I am sorry for you, but it works on my system. All 3 cases work: successful, not successful and db error.

[ashucool83]

You mean the EXACT same code works in your system ??? ??? Does it redirect to those pages -- home.php if succesful or login.php if failed ?

Code1: Login.php
Code2: Authenticate.php

Based on Code2 it is supposed to redirect to login.php or home.php.

[ronverdonk]

Yes, I'll post the code exactly as I used it.

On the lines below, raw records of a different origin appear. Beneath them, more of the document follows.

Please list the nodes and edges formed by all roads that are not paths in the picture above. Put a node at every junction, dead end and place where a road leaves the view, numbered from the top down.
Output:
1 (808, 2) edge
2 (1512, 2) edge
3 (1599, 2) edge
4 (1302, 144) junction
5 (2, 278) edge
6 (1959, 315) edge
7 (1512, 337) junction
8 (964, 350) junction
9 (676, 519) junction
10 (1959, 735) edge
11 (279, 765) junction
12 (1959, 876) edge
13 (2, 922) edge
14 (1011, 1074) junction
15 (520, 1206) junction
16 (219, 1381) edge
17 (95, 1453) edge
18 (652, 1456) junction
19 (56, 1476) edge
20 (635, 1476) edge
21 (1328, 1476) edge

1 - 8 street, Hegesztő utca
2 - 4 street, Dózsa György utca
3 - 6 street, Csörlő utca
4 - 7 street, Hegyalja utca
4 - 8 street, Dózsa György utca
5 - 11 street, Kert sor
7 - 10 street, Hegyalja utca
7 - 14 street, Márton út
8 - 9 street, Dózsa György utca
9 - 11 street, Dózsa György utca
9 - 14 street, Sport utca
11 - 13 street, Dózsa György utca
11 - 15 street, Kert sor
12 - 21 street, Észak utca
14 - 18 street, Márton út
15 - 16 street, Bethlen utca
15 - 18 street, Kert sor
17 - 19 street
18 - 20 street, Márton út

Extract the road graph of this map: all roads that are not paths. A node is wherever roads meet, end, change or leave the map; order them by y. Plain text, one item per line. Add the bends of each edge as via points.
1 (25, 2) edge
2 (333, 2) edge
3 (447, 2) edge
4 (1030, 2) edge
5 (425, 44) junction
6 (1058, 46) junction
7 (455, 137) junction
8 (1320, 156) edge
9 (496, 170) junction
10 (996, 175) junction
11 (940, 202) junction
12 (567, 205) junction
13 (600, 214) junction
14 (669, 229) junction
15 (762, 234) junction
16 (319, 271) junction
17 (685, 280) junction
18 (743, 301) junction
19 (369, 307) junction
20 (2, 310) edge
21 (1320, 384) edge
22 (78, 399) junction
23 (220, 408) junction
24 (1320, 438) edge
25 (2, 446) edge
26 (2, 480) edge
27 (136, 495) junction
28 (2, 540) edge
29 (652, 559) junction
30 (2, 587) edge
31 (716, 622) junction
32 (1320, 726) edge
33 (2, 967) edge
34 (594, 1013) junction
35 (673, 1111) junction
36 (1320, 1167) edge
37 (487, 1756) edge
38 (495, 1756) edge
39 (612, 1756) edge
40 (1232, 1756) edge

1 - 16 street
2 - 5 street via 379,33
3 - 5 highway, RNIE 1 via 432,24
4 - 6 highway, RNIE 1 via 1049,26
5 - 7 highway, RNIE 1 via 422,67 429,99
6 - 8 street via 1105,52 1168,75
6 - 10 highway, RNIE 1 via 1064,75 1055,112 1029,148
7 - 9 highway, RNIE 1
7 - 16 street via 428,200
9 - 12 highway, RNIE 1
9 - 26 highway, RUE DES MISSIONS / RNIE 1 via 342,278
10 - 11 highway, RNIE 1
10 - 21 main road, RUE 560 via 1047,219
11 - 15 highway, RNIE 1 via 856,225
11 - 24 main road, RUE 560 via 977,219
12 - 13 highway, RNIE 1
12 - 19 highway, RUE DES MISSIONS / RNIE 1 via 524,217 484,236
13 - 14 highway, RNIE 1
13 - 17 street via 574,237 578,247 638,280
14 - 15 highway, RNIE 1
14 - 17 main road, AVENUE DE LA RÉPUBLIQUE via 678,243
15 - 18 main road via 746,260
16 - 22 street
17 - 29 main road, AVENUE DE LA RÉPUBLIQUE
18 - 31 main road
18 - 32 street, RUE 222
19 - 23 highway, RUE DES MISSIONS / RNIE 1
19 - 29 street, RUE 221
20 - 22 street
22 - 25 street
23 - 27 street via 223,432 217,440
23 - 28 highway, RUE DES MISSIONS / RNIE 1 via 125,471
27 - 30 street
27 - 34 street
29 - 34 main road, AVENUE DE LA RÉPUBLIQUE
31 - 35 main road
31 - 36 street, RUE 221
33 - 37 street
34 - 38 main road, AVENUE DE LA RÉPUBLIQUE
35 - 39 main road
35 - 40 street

I onlu changed the db parms and userid/password and I did not use the PASSWORD attrib for the select.
[code]<?php

$db = mysql_connect("localhost", "ronverdonk", "ronnie09");

if (!$db)
{
  die('Could not connect: ' . mysql_error());
}
else
{
//echo 'Connected successfully';
}
mysql_select_db("vwso",$db);
        $varUser = "ronverdonk";
        $varPass = "ronnie09";
$result = mysql_query("SELECT * FROM authorized_users where userid = '".$varUser."'
              and passwd='".$varPass."'");
                     

if($result)
{

if($myrow = mysql_fetch_row($result))
{
//print "Authenticated Successfully";
$URL="http://localhost/MyLibrary/home.php";
//header ('Location: $URL');
//header ('Location: http://localhost/MyLibrary/home.php');
header ("Location: $URL");
}
else
{
// print "you dont exist";
//Trying to redirect to Login Page
//print "Authentication Failure";
$URL="http://localhost/MyLibrary/login.php";
//header ("Location: $URL");
//header ('Location: http://localhost/MyLibrary/login.php');
header ("Location: $URL");
exit;
}
}
else
{
print "Oooops DB Syntax Problem!!!";
}

mysql_close($db);
?>[/code]

[ashucool83]

hahah ... I copied your code and editted back to what I needed. Works like a baby!!! I still have no clue  ???

[redarrow]

your database is this as posted from the first post have you seleted it sharelib

[ronverdonk]

You can see what I took out. Did you still use the PASSWORD(pw) in the select statement?

[ashucool83]

[code]
<?php

$db = mysql_connect("localhost", "root", "apurva");

if (!$db)
{
  die('Could not connect: ' . mysql_error());
}
else
{
//echo 'Connected successfully';
}

mysql_select_db("sharelib",$db);
        $varUser = $_POST["username"];
$varPass = $_POST["password"];
$result = mysql_query("SELECT * FROM user_table where email = '".$varUser."'          
  and password =PASSWORD('".$varPass."')",$db);
                     

if($result)
{

if($myrow = mysql_fetch_row($result))
{
//print "Authenticated Successfully";
$URL="http://localhost/MyLibrary/home.php";
//header ('Location: $URL');
//header ('Location: http://localhost/MyLibrary/home.php');
header ("Location: $URL");
}
else
{
// print "you dont exist";
//Trying to redirect to Login Page
//print "Authentication Failure";
$URL="http://localhost/MyLibrary/login.php";
//header ("Location: $URL");
//header ('Location: http://localhost/MyLibrary/login.php');
header ("Location: $URL");
exit;
}
}
else
{
print "Oooops DB Syntax Problem!!!";
}

mysql_close($db);
?>
[/code]

Working Code!!!  Very weird!!!

Thanks folks :D

[ashucool83]

Now that I can go to my home.php page .... do I need to write a cookie to keep my session only for user'A' and not user 'B' cause currently if I type

http://localhost/MyLibrary/home.php

I can still reach the page without the authentication. How do you guys suggest fixing this ?

Thanks

[ronverdonk]

That is a different story. After authentication you need to save your session in the $_SESSION array. At each page (after the session_start) you verify that the $_SESSION variables are still intact. If not, redirect visitor to the login.php page.

[ashucool83]

Thanks ... will read about that and if more questions will post it over here!!!  ;D

[ronverdonk]

See the tutorial about session handling at the zend website:

[url=http://www.zend.com/zend/tut/session.php]http://www.zend.com/zend/tut/session.php[/url]